Directions for this task: Going line by line through the records below, count those containing the word "main", then give only the count.

"""

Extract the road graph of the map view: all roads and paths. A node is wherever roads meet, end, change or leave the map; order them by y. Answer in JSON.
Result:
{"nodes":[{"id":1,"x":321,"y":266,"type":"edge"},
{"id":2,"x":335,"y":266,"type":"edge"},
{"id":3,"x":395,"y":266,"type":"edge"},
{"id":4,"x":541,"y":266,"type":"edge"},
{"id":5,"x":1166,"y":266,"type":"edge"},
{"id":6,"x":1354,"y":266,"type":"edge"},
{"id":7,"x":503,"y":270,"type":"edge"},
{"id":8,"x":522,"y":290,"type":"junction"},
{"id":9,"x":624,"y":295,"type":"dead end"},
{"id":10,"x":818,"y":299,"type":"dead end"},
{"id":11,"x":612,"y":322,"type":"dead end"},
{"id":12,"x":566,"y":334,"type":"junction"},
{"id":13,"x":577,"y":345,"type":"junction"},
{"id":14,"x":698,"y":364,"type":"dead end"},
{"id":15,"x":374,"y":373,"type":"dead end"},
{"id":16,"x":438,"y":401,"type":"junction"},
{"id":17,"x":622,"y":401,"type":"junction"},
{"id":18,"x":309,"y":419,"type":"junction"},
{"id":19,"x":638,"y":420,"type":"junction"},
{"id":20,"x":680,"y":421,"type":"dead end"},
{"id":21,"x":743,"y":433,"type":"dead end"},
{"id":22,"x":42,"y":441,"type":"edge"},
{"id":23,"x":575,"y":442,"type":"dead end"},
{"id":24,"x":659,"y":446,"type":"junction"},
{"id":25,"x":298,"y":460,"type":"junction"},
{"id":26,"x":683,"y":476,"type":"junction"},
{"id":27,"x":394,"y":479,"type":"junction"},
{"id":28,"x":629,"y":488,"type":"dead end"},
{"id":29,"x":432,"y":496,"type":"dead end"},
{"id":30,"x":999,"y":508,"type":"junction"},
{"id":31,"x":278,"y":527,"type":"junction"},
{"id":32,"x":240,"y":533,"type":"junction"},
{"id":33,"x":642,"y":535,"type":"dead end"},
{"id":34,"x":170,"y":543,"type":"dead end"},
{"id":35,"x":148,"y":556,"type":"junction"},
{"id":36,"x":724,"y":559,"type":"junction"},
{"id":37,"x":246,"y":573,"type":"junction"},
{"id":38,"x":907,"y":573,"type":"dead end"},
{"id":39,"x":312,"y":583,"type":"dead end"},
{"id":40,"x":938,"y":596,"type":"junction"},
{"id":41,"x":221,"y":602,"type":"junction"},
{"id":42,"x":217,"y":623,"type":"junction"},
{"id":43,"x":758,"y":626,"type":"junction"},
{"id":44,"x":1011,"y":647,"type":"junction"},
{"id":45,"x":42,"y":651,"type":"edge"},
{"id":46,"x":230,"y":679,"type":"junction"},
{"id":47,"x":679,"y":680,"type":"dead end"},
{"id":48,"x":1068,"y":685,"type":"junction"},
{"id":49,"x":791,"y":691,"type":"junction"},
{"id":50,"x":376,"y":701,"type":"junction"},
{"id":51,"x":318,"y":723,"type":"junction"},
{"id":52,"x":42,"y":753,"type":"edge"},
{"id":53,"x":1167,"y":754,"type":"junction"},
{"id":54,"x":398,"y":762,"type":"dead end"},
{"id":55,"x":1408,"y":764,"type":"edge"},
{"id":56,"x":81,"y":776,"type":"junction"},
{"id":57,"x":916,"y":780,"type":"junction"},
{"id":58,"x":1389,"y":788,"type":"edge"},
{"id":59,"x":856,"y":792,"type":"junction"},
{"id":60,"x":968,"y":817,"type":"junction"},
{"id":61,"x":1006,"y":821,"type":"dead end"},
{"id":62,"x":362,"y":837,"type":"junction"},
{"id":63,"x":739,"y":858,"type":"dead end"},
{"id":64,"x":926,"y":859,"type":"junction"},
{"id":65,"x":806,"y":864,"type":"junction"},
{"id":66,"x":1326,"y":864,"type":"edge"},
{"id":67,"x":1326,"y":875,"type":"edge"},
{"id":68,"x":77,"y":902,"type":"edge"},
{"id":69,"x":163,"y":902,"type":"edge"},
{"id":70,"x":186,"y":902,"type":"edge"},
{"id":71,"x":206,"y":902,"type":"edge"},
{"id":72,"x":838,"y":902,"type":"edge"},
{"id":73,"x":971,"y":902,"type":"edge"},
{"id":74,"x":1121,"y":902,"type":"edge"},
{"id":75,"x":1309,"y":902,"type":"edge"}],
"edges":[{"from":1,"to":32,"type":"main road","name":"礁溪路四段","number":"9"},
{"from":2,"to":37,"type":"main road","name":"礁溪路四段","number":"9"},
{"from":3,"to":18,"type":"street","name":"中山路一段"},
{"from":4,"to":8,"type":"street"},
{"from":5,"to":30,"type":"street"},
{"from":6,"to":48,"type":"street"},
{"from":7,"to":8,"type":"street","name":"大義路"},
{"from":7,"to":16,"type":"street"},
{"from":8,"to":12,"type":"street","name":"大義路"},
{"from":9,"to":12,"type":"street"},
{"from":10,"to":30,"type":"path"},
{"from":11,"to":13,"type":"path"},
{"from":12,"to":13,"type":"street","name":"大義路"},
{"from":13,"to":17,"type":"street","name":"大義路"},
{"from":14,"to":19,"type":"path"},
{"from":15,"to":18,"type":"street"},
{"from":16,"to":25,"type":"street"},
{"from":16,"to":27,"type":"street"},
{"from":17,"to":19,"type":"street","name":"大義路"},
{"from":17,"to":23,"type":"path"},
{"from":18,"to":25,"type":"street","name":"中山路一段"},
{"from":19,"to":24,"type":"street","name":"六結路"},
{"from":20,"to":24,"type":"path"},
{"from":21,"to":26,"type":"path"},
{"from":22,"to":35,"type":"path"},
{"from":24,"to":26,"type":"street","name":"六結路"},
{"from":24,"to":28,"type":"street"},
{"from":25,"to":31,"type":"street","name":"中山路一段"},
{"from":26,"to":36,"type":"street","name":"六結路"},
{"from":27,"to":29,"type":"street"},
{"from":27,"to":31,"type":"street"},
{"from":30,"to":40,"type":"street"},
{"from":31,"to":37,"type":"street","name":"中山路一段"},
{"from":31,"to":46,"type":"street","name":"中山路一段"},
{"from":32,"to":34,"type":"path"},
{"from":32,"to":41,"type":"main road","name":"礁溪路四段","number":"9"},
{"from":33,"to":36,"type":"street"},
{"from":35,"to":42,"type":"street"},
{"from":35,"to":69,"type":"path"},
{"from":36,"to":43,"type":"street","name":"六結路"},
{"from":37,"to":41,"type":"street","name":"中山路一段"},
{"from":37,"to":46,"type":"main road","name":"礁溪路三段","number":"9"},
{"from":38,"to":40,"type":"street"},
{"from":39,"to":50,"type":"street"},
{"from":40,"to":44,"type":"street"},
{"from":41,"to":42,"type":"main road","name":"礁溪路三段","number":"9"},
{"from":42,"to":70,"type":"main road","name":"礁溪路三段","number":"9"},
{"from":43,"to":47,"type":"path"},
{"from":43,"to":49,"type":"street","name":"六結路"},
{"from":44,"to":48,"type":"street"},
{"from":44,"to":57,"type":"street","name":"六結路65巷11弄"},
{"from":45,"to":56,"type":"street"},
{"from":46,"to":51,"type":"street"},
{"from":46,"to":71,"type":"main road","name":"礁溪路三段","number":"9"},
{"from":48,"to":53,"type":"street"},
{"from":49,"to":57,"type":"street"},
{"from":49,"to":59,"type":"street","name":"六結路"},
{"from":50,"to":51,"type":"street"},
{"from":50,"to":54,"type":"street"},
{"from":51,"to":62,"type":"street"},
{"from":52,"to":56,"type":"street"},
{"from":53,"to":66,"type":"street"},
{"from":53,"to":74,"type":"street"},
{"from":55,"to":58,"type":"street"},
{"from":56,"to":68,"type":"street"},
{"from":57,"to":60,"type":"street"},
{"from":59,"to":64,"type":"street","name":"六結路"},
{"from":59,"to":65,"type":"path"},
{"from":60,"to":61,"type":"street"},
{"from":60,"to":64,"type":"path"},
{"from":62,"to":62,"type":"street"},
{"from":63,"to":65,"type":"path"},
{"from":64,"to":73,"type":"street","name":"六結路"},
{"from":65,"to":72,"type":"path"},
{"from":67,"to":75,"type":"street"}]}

"""

Expected answer: 7